FOURTH-GENERATION winner – richard noble and CO
FOURTH-GENERATION winner – richard noble and CO
Alex and David Gregg say that, while they were growing up, there was no pressure on them to join Richard Noble & Co, the business their great grandfather started.
Likewise, their children will not be pressured in any way to join the business. Those decisions are some time away, however, as the brothers’ offspring, aged between three and 11 years, see the office as little more than a source of free biscuits, according to managing director Alex Gregg.
“The idea is for them to work at what they want to do, to keep in touch with the business, which will happen naturally, and then see what happens,” he said.

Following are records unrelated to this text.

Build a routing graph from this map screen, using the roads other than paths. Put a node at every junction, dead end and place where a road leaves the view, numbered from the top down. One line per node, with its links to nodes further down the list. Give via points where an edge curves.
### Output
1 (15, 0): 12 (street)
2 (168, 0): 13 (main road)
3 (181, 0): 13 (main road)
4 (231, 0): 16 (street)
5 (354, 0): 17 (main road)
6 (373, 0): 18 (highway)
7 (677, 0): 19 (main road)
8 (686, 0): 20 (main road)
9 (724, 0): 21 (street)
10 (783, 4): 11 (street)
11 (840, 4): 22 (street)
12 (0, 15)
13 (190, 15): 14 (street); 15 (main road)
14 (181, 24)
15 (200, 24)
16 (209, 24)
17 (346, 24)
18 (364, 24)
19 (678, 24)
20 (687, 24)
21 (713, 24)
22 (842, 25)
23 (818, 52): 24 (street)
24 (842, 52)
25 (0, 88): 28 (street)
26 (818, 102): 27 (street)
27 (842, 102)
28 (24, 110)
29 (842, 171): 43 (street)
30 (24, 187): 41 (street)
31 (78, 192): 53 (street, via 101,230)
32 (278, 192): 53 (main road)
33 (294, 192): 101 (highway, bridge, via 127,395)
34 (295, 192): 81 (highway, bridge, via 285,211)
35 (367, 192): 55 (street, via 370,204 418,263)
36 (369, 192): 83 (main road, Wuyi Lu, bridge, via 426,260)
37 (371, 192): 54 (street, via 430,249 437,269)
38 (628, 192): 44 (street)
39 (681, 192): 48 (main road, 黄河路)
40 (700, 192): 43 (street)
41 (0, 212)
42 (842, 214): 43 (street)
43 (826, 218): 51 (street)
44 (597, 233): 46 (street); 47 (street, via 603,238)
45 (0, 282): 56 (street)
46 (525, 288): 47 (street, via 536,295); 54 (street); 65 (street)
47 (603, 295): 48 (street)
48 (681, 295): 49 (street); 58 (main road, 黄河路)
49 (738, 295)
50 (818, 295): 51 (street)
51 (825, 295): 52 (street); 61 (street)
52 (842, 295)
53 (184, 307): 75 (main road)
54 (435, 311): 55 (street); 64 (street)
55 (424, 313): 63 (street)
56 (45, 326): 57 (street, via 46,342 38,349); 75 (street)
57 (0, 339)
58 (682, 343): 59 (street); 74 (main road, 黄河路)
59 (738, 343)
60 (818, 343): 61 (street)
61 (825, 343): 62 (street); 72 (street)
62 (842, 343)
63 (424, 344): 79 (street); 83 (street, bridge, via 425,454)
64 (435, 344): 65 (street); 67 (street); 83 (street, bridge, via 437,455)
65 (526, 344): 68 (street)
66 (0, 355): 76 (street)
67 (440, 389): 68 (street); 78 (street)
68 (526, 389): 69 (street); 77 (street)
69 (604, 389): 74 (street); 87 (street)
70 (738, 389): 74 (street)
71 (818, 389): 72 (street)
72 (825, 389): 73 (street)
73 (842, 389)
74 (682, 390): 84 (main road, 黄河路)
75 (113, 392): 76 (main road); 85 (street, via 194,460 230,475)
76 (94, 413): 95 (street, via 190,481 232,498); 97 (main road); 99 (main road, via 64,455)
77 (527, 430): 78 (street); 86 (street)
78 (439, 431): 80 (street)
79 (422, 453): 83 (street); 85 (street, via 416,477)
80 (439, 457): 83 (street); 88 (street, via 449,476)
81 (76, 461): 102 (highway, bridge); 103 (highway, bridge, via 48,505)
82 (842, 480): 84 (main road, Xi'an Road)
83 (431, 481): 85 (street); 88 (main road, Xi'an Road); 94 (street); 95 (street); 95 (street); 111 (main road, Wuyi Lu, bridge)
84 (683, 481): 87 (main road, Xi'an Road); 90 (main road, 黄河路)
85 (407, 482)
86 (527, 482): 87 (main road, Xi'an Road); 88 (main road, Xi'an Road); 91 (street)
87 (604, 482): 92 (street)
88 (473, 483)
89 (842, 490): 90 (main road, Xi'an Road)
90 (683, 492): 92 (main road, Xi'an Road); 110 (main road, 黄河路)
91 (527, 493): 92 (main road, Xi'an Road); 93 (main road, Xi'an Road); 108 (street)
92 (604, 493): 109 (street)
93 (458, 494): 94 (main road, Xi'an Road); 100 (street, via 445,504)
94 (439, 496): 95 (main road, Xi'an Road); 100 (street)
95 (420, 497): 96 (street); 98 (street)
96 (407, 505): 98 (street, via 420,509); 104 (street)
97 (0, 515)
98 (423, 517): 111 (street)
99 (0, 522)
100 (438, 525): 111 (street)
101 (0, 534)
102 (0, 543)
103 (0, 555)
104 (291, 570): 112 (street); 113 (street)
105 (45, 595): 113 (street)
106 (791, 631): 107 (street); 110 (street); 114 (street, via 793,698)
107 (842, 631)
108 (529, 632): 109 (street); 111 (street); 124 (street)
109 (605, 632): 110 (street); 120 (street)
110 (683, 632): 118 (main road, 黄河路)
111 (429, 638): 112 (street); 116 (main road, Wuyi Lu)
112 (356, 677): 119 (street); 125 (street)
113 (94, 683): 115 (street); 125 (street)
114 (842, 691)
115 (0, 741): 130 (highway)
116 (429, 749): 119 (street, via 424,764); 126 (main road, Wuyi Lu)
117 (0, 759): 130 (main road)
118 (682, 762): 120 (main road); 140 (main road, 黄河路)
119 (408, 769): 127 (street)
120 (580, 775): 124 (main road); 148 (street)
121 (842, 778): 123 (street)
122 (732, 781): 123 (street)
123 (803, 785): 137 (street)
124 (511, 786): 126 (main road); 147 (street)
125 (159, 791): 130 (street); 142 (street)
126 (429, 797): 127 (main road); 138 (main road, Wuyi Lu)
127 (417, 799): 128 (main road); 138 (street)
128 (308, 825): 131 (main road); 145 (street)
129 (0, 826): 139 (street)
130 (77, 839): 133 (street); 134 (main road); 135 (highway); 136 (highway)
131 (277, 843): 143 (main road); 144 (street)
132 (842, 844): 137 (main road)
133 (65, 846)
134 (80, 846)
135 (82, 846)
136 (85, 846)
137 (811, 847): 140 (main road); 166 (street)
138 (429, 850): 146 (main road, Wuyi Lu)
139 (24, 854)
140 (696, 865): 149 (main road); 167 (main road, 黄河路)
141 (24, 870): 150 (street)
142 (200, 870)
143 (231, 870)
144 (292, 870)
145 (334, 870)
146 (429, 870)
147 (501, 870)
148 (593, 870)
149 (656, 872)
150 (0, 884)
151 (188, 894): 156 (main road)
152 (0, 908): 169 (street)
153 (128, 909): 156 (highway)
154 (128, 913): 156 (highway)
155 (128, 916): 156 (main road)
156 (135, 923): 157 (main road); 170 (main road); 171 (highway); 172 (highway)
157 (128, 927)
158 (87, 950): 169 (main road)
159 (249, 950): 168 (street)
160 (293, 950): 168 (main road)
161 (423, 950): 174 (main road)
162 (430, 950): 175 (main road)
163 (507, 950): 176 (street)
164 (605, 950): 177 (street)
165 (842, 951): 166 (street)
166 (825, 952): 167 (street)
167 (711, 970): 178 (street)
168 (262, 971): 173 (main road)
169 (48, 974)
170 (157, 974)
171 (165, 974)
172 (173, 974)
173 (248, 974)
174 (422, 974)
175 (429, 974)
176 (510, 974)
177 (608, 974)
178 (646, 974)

Richard Noble opened his real estate office in 1913. The business grew into project management in the 1930s, and has played a major role in the development of suburbs such as Mount Lawley, Maylands, Bicton and Bayswater.
Today, the company has grown to have 16 employees. It is involved in traditional real estate services as well as residential land development services, such as raising seed funds to purchase land, project managing, and developing and selling of lots to the general public.
Richard Noble has also been judged to be this year’s winner of the fourth-generation prize in the Family Business Awards.
Annual revenue has risen steadily since 1996, and Alex Gregg said the top priority of the business was to service clients.
“The family heritage factor is more of a feel-good factor than anything else,” he said. “We believe that what is good for business is good for the family, and try to engender the family feel with all our staff.”
Michael Gregg (Alex and David’s father) retired from the company in 1996 after 40 years with the firm and considerable time mentoring to the next generation.
“Dad is still the best mentor to bounce new ideas or issues off,” Alex Gregg said.
The family has five directors on the nine-director board with Michael, his wife Ann, sons Alex and David, and their sister Margot representing the family interest.
For a fourth-generation business, succession planning can be a major issue, but the Gregg brothers attribute the fact that their father was an only child to helping them to retain ownership of the family business.
A defining moment in the family business was when, in 2001, major client Gold Estates of Australia decided to sell its Australian operations.
Richard Noble had been acting for Gold Estates since 1936. By 1999 it had a commercial property portfolio of about $90 million.
Richard Noble arranged a capital raising of $30 million to buy out management, and completed the transaction in 2001.